The government is thinking about Trident because the present system of aging submarines and out-dated missiles will need replacing in about ten years or so. The first replacement should, if that’s the way the UK goes, should be in service by about 2028.

The system works its theoretical task with four boats each with 16 missiles carrying multiple re-entry warheads. A crude illustration would imagine a missile launch from somewhere deep in an ocean, going into orbit, re-entering the earths atmosphere and multiple warheads descending like a cascade onto more than one target.

To do this properly, the Royal Navy “needs” four boats. One is on a three month submerged patrol. One is getting ready. One is on standby, assisted maintenance or testing and the the fourth, is in total refit. The idea then is that there is always one fully nuclear armed submarine at sea.
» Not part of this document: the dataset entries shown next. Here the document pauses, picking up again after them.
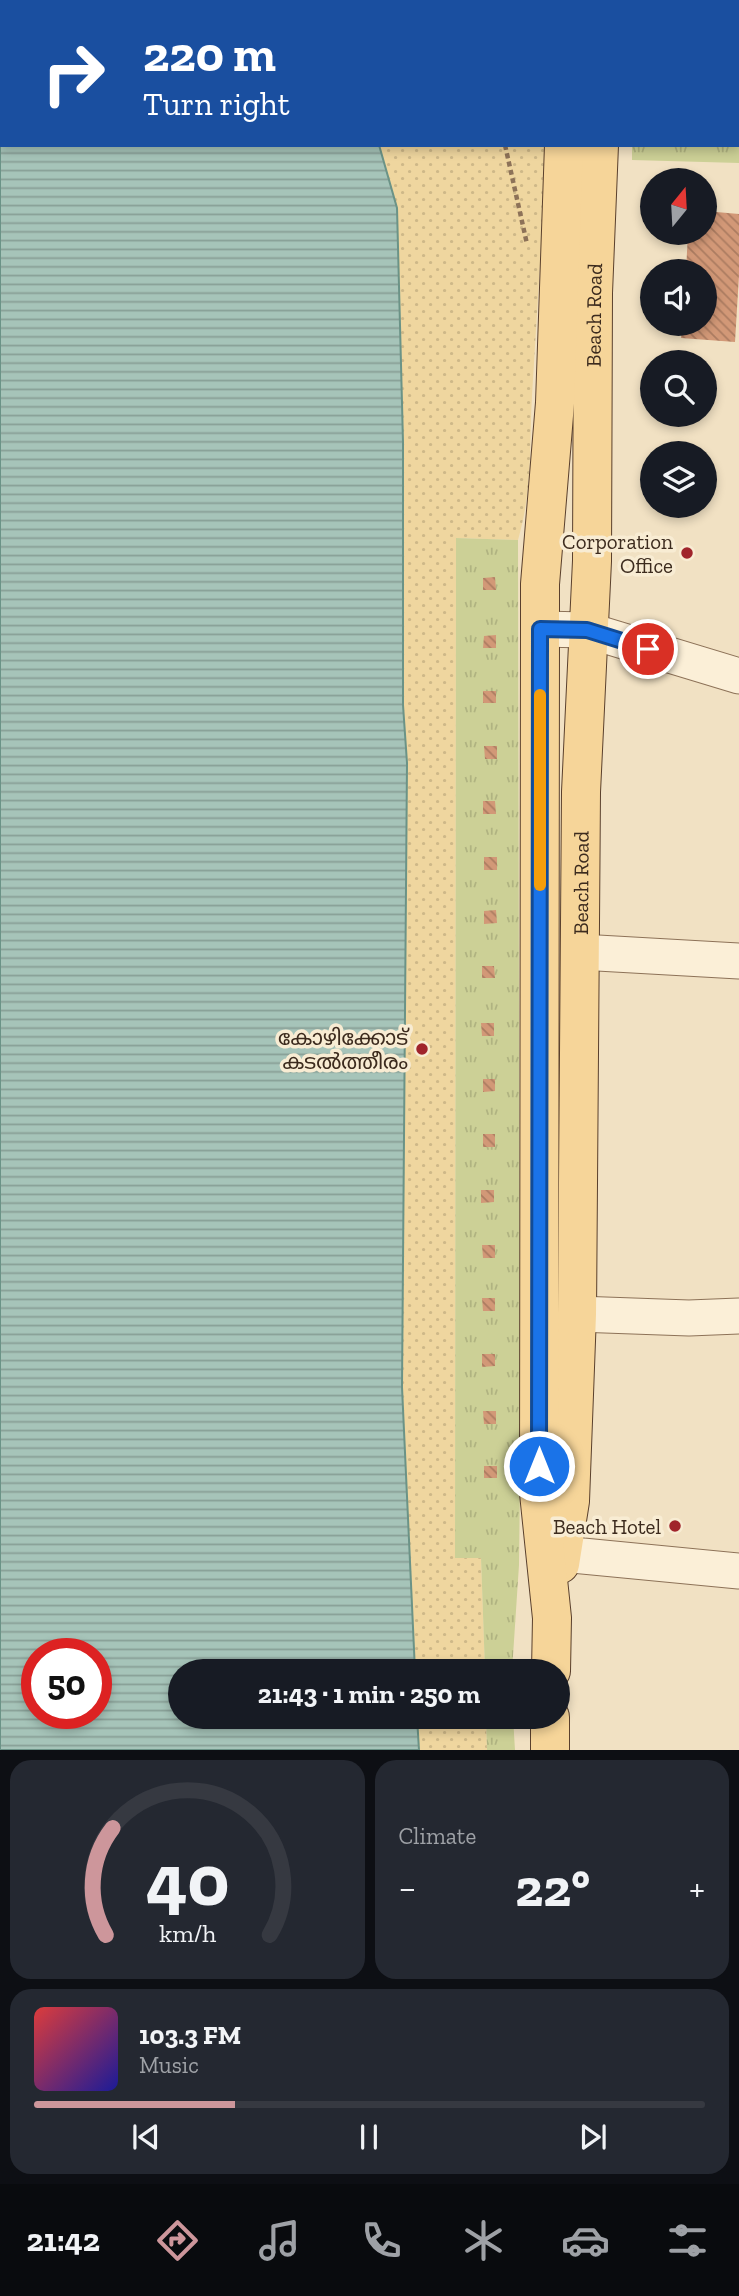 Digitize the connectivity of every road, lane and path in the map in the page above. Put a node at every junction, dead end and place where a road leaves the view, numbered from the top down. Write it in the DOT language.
graph roads {
  1 [pos="564,147"];
  2 [pos="599,147"];
  3 [pos="540,629"];
  4 [pos="587,630"];
  5 [pos="739,676"];
  6 [pos="580,952"];
  7 [pos="739,961"];
  8 [pos="577,1314"];
  9 [pos="739,1316"];
  10 [pos="562,1554"];
  11 [pos="739,1571"];
  12 [pos="552,1618"];
  13 [pos="551,1659"];
  14 [pos="550,1729"];
  15 [pos="550,1750"];
  1 -- 3 [label="main road, Beach Road"];
  2 -- 4 [label="main road, Beach Road"];
  3 -- 4 [label="street"];
  3 -- 12 [label="main road, Beach Road"];
  4 -- 5 [label="street"];
  4 -- 6 [label="main road, Beach Road"];
  6 -- 7 [label="street"];
  6 -- 8 [label="main road, Beach Road"];
  8 -- 9 [label="street"];
  8 -- 10 [label="main road, Beach Road"];
  10 -- 11 [label="street"];
  10 -- 12 [label="main road, Beach Road"];
  12 -- 13 [label="main road, Beach Road"];
  14 -- 15 [label="main road"];
} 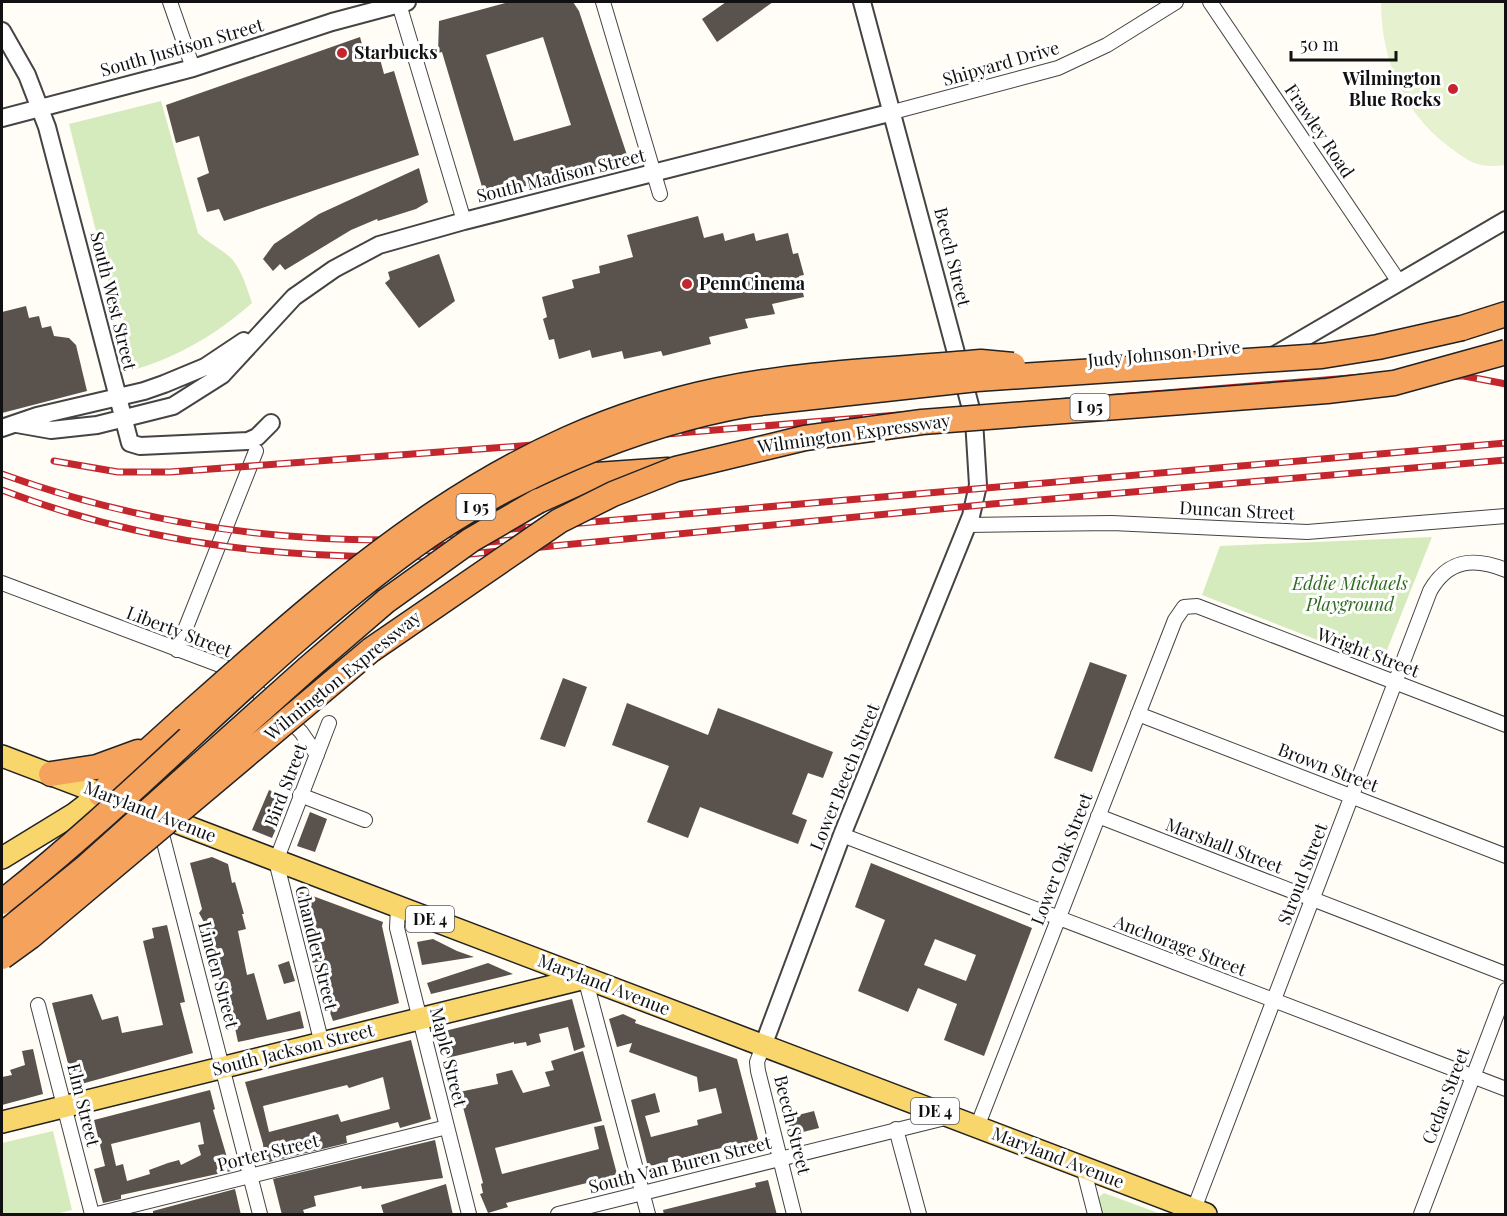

That would be the easiest replacement option, albeit an expensive one, to go with the system you know works.

Of course even that proposition is hard to get along with without asking the obvious question: how do you know it works? You have never been tested.

There is no record of a British nuclear warhead in a submarine ever scaring off an enemy about to attack or as it is is said it does, of acting as a deterrent to other countries not to mess with the UK.

The other options open to the government and ones that will be discussed at the Royal United Services Institute in London today include keeping the present system but with three instead of four Trident boats; putting nuclear armed missiles cruise missiles in more conventional submarines; returning to cheaper but vulnerable land-based systems.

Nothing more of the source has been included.